See, we all have a tendency to compare ourselves with other people, especially if we’re intentionally focused on what they’re doing in an effort to learn from them. We begin patterning our business practices after their example without taking our differences into account. We’ll find ourselves on a path that doesn’t truly reflect us and we won’t make progress.
Case in point
I make signs, so I connected to other sign-makers to learn from them. They are full-time makers — people much further down the road with websites, online stores and hired help. Some are attempting to grow far beyond what I’d consider to be a creative small business.
Even so, since I was following them — what did I do? I created a website with an online store, got educated about packaging and shipping and listened to podcasts on how to grow, grow, grow my business. This is all helpful information, but I have to remember to keep all the factors of my own life at the forefront of my mind when I’m taking steps for my own business.
Time for a meeting with me, myself & I
I’m not a full-time painter. When I consider my other responsibilities (wife, Mama, home-schooler, home-manager, cleaning service owner…) I don’t have time for packaging and shipping!
What am I thinking? I don’t even want to be that busy!!
Sure, I see people killin’ it in their creative small business and it looks so exciting, but then I remember the behind-the-scenes-chaos that can come along with that. If that’s your jam – more power to ya. But me? No thanks. I’m a slow, steady, simple kinda girl. I don’t want to grow so overwhelmed that I resent what I’m doing. I want to continue enjoying what I do. Don’t get me wrong — I love to paint and I’m thankful for opportunities, but I don’t like monotony and need time to explore other interests like gardening and writing.
Wasn’t this supposed to be a creative small business? Just how much can I grow, grow, grow and remain true to that model? Small and simple is what appealed to me in the first place.
What I really like is selling at local craft markets. I like making a connection with people — especially other makers. I love working at my own pace year-round, only taking on the number of events I feel prepared for. I get easily stressed out and don’t work well under pressure — so it’s not a good idea to EVER plan on having my family become dependent on art sales. That’s just me.
So, there you have it… an example of a wrong turn and how to got back on track. It’s going to happen, but the following two habits will help us better stay on track.

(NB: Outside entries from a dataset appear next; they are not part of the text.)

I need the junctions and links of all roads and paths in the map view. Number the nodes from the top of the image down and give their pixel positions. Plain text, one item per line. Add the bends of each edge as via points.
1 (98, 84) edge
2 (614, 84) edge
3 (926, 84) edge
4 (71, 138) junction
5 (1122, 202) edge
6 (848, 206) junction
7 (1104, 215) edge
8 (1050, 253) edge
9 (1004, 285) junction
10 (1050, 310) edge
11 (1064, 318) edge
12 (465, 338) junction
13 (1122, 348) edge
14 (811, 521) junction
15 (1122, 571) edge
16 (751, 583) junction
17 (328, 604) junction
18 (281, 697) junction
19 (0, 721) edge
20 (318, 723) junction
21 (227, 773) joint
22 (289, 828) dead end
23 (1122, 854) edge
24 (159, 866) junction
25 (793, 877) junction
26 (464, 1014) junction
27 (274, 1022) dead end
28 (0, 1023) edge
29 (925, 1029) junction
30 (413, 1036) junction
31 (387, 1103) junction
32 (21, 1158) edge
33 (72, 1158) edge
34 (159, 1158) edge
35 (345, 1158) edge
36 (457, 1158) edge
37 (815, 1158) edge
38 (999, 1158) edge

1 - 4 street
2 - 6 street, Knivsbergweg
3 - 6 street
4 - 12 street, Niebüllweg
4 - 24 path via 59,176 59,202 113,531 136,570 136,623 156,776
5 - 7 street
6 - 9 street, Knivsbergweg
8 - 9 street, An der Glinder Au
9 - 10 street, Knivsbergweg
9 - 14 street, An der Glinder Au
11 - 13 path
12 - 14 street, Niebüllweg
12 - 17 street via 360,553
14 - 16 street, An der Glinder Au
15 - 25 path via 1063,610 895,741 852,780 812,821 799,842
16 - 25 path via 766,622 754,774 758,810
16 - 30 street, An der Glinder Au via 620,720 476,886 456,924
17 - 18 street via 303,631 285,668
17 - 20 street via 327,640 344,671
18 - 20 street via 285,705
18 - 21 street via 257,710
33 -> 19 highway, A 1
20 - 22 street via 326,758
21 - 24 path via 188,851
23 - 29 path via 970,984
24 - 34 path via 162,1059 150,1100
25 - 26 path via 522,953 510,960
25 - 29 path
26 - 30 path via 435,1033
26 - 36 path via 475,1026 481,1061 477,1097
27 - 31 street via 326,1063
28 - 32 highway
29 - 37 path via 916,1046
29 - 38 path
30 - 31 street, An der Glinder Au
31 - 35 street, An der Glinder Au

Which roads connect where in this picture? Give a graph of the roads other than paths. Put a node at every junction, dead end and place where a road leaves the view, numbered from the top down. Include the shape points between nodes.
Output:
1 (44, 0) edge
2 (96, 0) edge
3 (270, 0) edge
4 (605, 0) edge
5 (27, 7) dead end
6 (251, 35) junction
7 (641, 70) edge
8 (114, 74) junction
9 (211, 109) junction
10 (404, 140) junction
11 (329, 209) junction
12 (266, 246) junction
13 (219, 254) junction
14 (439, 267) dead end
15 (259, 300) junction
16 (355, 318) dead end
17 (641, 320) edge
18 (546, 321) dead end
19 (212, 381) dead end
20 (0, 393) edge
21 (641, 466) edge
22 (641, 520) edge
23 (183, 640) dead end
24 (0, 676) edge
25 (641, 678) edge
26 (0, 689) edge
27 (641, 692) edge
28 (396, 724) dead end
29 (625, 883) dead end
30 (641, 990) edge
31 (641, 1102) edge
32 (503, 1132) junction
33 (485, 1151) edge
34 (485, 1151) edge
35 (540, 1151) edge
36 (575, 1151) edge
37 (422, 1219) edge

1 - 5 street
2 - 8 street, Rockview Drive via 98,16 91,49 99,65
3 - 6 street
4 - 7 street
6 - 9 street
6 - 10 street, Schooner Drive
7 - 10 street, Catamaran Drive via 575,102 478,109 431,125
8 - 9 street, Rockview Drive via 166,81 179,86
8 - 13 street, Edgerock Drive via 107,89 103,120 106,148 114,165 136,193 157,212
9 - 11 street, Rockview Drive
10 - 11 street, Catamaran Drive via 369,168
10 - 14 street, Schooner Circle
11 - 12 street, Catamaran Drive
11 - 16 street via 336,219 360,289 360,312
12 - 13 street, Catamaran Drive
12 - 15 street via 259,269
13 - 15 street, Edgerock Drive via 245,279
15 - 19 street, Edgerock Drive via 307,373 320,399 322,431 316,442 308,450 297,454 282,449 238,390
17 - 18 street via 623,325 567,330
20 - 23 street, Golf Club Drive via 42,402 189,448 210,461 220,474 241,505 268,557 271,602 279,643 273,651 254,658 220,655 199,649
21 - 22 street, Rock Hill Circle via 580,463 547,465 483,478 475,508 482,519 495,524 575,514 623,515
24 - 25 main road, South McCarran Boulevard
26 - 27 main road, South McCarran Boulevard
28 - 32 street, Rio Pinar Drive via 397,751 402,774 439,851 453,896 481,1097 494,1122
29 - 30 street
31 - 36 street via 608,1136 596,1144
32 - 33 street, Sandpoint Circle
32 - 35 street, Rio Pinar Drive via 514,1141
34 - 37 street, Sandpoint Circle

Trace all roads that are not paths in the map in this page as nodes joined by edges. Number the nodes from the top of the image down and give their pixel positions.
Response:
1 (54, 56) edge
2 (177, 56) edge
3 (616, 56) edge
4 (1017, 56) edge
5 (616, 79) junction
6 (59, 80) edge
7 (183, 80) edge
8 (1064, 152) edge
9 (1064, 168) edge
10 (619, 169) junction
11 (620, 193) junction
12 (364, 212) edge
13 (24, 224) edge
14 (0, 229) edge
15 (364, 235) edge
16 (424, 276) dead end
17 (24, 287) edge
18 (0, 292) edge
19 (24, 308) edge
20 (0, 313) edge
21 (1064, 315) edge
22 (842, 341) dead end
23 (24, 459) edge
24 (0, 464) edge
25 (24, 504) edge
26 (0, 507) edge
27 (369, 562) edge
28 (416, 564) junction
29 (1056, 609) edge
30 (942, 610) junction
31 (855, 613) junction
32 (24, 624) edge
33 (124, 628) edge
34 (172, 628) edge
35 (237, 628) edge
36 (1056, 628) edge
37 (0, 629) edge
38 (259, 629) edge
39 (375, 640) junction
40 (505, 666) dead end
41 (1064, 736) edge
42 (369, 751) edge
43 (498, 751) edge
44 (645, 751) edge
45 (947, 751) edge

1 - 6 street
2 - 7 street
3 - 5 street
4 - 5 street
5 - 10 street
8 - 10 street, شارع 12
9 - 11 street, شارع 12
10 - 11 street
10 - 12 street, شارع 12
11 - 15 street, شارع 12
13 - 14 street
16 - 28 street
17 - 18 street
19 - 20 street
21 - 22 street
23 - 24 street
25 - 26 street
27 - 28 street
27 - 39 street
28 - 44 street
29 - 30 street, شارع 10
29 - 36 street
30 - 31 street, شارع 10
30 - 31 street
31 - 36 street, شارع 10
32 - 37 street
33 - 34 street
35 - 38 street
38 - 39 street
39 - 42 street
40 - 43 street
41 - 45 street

1. Become the best student of ourselves
- What are my spiritual, family and financial responsibilities?
- What are my strengths and weaknesses? (Ask those closest to you if you aren’t sure and take this free assessment.)
- What are my likes?
- What are my dislikes?
- What are my needs for this business?
- What are my desires for this business?
2. Regroup often
Even if we are well-acquainted with our own needs, limits and desires — it’s SO easy to lose sight of them. We’re bombarded with images to compare ourselves to. It’s no wonder we get confused and wander away from who WE are. Also, circumstances and seasons change, so we need to re-assess our path regularly in light of those changes.
By staying true to ourselves and our own priorities, we’ll enjoy the creative small business journey, and that’s progress.
“It’s not how much we have, but how much we enjoy, that makes happiness.” -Charles Spurgeon
God has used this experience to help me better understand what it means to reflect Him with our lives. He doesn’t erase our individuality, but helps us grow into all that He created each of us to be.
We’re in this together, friends. I’d love to hear what solutions you’ve found for making progress in your creative journey.